I.e. a commit can complete successfully before the data has actually been persisted? Or just the part about all data being kept in memory as well? If the former, seems like a bad idea, big e-commerce company or no.
The former. I think most sane serious dbs cache and manipulate recently-used data in memory (in addition to the logical log).
Bad idea or no, it's what they do - performance gains are large. There is an ersatz logical log in the form of application logs, and these have been used to piece together transactional information before.
Yes. As the GP stated, all data added/updated/deleted since last snapshot will be lost. If your data is that critical you can use AOF with "appendfsync always" which will fsync every write operation into a log that will replayed on startup (at a speed cost). Setting it to fsync every second (instead of always) is a good compromise.
Hmm, the thing I'm not really clear on is how this helps performance. The database has to do the same amount of work whether you commit before or after the sync, so why not just make all the commits wait until the sync has happened?
fsync() is a blocking call, which requires confirmation from the disk before your process continues. roughly, this means that redis can't do anything while the fsync() happens. while this isn't any more work (cpu) it is significantly slower because of all of the time spent waiting.
Hmm . . . as long as the requests are not being handled on the same thread as the one doing the fsync, this shouldn't stop work in the process or make anything appreciably slower.
You can run a slave Redis replica very easily, and save db snapshots from that without impacting the master. When Salvatore says "redis on disk", he's referring to attempts to mix in-memory & on-disk portions of the data, rather than the background saving feature of Redis.
I've been using the AOF (append-only file mode) described in the doc [1], with an older version of Redis (1.2.x) in production for a year and a couple of months, specifically to allow a reboot or a crash without loosing a job. It works well for us.

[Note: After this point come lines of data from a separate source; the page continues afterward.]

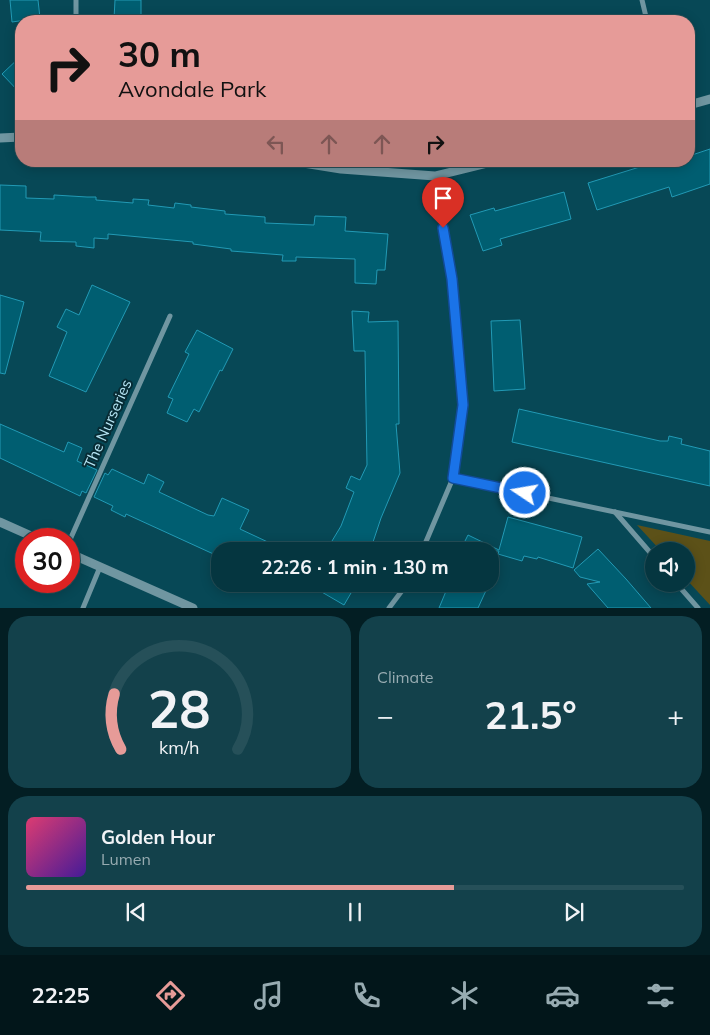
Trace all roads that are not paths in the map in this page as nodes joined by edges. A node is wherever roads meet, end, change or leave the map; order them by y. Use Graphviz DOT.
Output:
graph roads {
  1 [pos="76,0"];
  2 [pos="642,0"];
  3 [pos="76,15"];
  4 [pos="646,15"];
  5 [pos="710,99"];
  6 [pos="695,103"];
  7 [pos="0,138"];
  8 [pos="15,138"];
  9 [pos="334,167"];
  10 [pos="472,167"];
  11 [pos="435,176"];
  12 [pos="170,316"];
  13 [pos="453,478"];
  14 [pos="615,512"];
  15 [pos="0,522"];
  16 [pos="75,528"];
  17 [pos="15,529"];
  18 [pos="710,532"];
  19 [pos="426,542"];
  20 [pos="645,547"];
  21 [pos="80,558"];
  22 [pos="100,568"];
  23 [pos="400,592"];
  24 [pos="684,592"];
  25 [pos="83,608"];
  26 [pos="194,608"];
  27 [pos="389,608"];
  28 [pos="698,608"];
  1 -- 3 [label="street"];
  2 -- 4 [label="street"];
  5 -- 6 [label="street"];
  7 -- 8 [label="street"];
  9 -- 11 [label="street"];
  10 -- 11 [label="street"];
  11 -- 13 [label="street"];
  12 -- 16 [label="street, The Nurseries"];
  13 -- 14 [label="street"];
  13 -- 19 [label="street"];
  14 -- 18 [label="street"];
  14 -- 20 [label="street"];
  15 -- 17 [label="street"];
  21 -- 22 [label="street"];
  22 -- 25 [label="street"];
  22 -- 26 [label="street"];
  23 -- 27 [label="street"];
  24 -- 28 [label="street"];
}
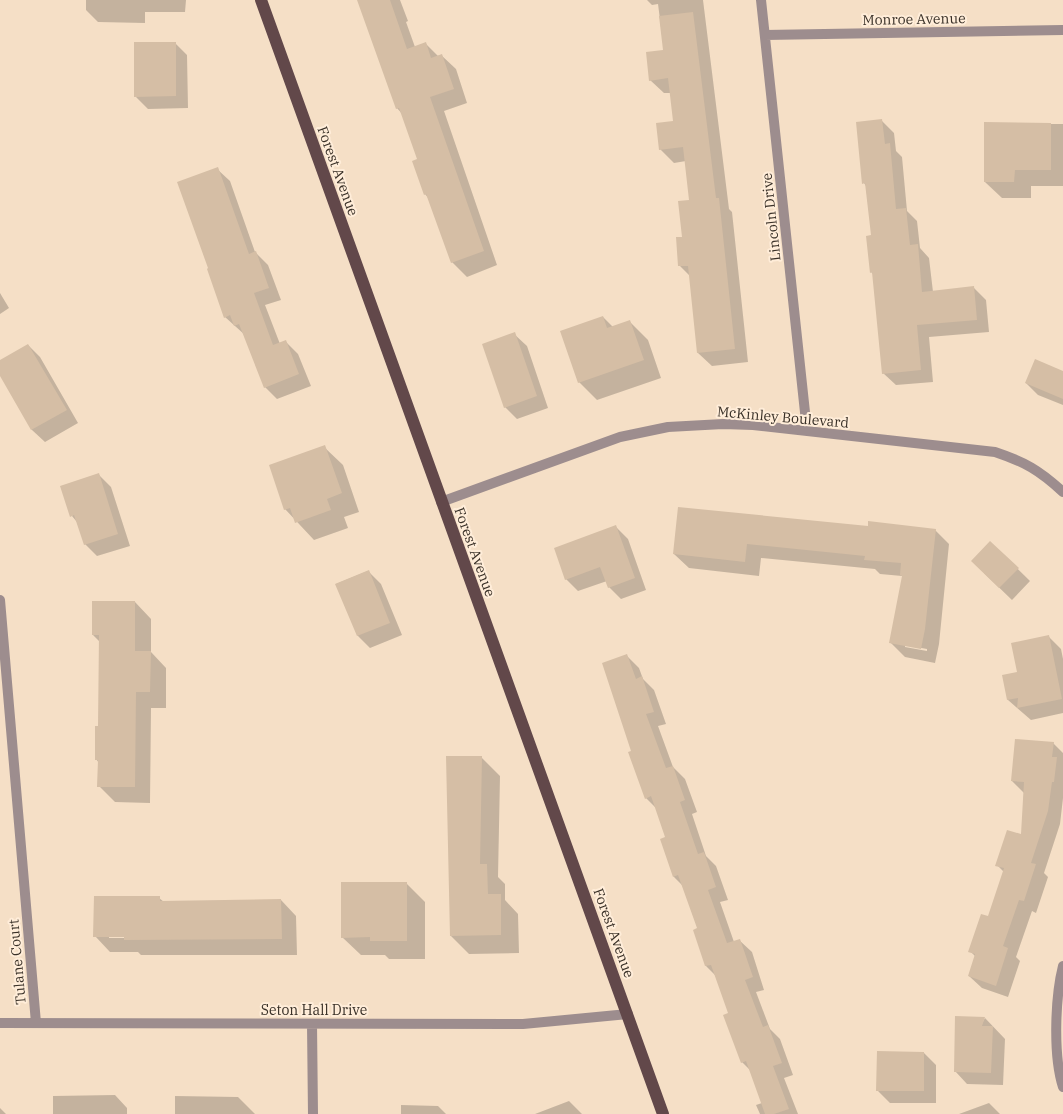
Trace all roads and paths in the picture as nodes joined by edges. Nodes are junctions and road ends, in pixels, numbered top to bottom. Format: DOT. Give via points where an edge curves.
graph roads {
  1 [pos="261,0"];
  2 [pos="761,0"];
  3 [pos="1063,30"];
  4 [pos="765,35"];
  5 [pos="808,431"];
  6 [pos="1063,492"];
  7 [pos="441,502"];
  8 [pos="0,600"];
  9 [pos="1063,966"];
  10 [pos="628,1014"];
  11 [pos="36,1022"];
  12 [pos="0,1023"];
  13 [pos="312,1024"];
  14 [pos="1063,1087"];
  15 [pos="313,1114"];
  16 [pos="663,1114"];
  1 -- 7 [label="main road, Forest Avenue"];
  2 -- 4 [label="street, Lincoln Drive"];
  3 -- 4 [label="street, Monroe Avenue"];
  4 -- 5 [label="street, Lincoln Drive"];
  5 -- 6 [label="street, McKinley Boulevard" via="994,452 1021,460"];
  5 -- 7 [label="street, McKinley Boulevard" via="723,424 668,427 620,437"];
  7 -- 10 [label="main road, Forest Avenue"];
  8 -- 11 [label="street, Tulane Court"];
  9 -- 14 [label="street" via="1057,1013 1058,1060"];
  10 -- 13 [label="street, Seton Hall Drive" via="523,1024"];
  10 -- 16 [label="main road, Forest Avenue"];
  11 -- 12 [label="street, Seton Hall Drive"];
  11 -- 13 [label="street, Seton Hall Drive"];
  13 -- 15 [label="street"];
}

My use-case is processing XML files that are pushed by a third-party (see [2] for a blog post describing the setup).
One drawback is that the AOF file will keep growing (at least on my version) and could reach the maximum filesize of your system, if any - there's the BGREWRITEAOF command available to work-around that issue (not tested).
Redis is not meant to be run on a single node, but on multiple computers - and you can decide how much to trade of in terms of stability versus redundancy.
In addition you can make Redis asynchronously save to the disk every so often.